Task to complete
Show every line in the records below that contains the word "highway".

*** Opening Given records ***

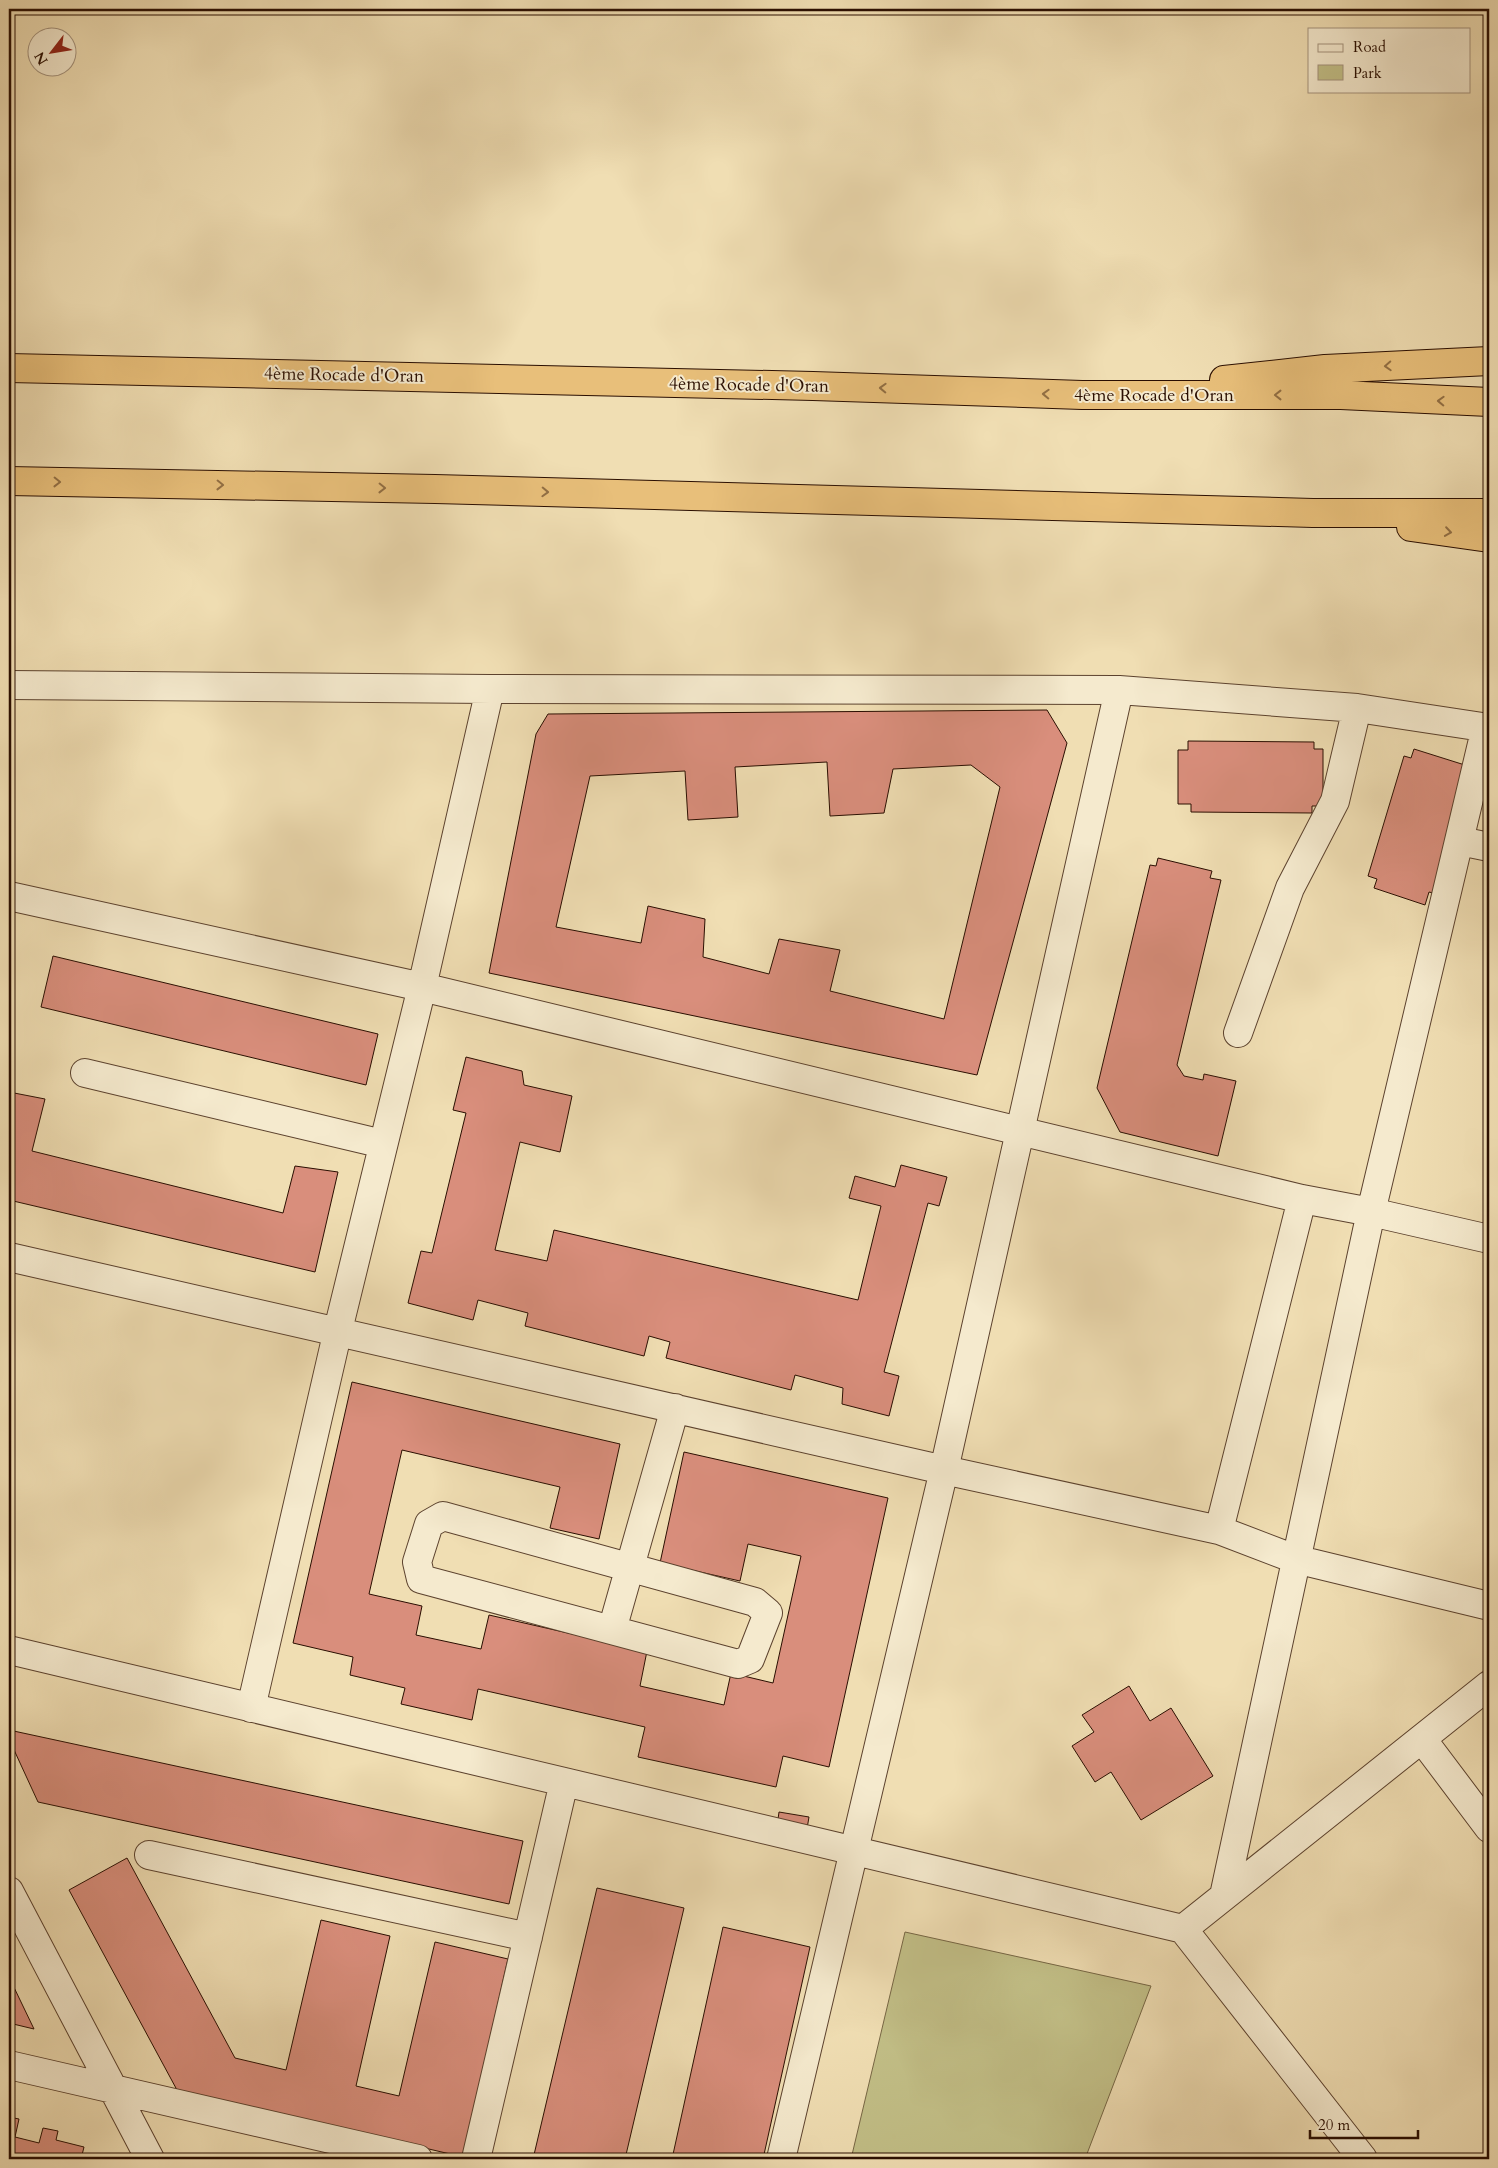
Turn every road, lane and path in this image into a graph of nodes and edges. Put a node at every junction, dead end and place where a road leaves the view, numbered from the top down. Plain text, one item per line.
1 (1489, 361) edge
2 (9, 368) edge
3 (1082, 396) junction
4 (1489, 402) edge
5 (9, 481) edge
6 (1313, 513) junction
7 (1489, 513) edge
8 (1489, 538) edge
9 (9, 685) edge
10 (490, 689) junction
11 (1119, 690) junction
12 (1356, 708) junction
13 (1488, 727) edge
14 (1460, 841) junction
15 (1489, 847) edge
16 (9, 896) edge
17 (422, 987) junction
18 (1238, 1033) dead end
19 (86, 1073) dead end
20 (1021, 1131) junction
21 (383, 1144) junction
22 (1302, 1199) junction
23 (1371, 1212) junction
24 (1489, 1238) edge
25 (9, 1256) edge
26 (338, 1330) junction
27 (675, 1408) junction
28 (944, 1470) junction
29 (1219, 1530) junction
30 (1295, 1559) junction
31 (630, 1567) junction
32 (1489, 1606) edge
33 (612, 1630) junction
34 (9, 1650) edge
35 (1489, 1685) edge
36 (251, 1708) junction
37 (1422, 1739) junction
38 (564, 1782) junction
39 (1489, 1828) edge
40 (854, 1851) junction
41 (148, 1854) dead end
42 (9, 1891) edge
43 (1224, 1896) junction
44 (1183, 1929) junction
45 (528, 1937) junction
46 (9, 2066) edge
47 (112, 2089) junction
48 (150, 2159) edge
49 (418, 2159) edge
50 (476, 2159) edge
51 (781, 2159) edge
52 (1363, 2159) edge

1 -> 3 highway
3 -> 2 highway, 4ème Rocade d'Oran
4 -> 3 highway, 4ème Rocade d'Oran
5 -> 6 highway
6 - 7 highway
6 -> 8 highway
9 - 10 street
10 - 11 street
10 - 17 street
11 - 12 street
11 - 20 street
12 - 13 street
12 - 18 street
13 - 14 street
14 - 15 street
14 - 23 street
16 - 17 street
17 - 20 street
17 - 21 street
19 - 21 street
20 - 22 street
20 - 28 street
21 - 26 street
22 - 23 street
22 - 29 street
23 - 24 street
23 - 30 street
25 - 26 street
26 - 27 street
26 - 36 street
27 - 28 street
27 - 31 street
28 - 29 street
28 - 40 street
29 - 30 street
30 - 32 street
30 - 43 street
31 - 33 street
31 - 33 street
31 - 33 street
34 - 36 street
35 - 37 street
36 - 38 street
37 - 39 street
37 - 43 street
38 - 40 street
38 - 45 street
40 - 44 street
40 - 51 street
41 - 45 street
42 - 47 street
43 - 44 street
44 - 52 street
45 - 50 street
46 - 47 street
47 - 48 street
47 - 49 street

*** Closing Given records ***
*** Opening Given records ***

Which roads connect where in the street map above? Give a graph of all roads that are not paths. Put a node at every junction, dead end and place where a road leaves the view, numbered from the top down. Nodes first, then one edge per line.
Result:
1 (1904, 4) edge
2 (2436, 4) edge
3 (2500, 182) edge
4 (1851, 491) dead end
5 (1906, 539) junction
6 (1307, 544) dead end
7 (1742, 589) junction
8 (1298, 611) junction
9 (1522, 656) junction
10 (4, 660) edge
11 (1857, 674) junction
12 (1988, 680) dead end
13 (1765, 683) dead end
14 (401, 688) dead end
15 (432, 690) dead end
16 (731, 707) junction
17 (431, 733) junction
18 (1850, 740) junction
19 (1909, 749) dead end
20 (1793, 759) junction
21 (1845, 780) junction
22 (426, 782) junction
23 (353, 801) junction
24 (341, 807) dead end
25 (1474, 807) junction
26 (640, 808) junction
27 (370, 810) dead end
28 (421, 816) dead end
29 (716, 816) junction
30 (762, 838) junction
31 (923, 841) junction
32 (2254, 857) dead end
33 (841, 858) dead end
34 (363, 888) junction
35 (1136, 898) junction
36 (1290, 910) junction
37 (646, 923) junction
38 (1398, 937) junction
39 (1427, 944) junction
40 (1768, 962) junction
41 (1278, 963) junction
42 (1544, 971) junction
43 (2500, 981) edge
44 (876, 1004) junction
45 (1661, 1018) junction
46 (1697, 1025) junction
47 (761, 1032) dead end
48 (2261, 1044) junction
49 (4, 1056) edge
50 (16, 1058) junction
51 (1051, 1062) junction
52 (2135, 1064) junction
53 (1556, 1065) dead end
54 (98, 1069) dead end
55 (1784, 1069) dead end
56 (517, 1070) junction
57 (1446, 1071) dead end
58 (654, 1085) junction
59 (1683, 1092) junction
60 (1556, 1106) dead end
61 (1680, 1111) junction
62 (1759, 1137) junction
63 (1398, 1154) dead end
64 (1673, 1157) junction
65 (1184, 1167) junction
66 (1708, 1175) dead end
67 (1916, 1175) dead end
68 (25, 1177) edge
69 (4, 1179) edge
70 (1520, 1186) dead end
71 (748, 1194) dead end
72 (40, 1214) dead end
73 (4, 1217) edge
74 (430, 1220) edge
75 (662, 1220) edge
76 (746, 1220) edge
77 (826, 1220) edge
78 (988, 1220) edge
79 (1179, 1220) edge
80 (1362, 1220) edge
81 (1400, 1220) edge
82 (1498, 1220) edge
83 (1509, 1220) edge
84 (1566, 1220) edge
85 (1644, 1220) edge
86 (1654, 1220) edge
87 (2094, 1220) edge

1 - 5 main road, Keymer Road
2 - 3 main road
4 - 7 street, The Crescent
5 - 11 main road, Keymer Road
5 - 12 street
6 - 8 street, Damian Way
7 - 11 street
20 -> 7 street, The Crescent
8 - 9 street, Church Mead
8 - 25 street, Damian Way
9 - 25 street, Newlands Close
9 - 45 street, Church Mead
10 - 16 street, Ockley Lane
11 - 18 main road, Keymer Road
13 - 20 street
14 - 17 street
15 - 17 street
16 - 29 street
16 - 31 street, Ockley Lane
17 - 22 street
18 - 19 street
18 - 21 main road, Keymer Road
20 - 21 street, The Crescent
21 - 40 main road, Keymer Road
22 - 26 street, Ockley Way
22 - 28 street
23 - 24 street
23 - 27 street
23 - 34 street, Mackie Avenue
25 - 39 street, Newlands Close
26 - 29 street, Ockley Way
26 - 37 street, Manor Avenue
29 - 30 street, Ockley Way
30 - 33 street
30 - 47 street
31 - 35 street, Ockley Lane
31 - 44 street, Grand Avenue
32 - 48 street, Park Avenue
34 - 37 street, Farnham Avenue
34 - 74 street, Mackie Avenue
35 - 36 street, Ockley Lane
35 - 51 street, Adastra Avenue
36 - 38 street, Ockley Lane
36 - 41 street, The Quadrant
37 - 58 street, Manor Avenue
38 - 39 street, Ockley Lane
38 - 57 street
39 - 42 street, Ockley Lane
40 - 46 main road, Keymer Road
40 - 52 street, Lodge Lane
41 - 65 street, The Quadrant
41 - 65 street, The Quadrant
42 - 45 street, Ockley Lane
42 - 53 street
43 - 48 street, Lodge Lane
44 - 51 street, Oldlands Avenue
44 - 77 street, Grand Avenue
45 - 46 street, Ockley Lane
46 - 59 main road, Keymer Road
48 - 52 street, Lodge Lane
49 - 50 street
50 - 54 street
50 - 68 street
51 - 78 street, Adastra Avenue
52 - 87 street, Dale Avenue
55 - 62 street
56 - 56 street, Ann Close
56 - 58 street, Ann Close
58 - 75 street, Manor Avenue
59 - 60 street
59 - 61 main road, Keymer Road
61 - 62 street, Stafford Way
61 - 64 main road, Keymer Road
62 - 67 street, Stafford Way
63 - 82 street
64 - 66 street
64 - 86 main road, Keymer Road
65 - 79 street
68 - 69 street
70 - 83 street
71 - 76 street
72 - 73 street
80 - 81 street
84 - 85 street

*** Closing Given records ***

Solution
1 -> 3 highway
3 -> 2 highway, 4ème Rocade d'Oran
4 -> 3 highway, 4ème Rocade d'Oran
5 -> 6 highway
6 - 7 highway
6 -> 8 highway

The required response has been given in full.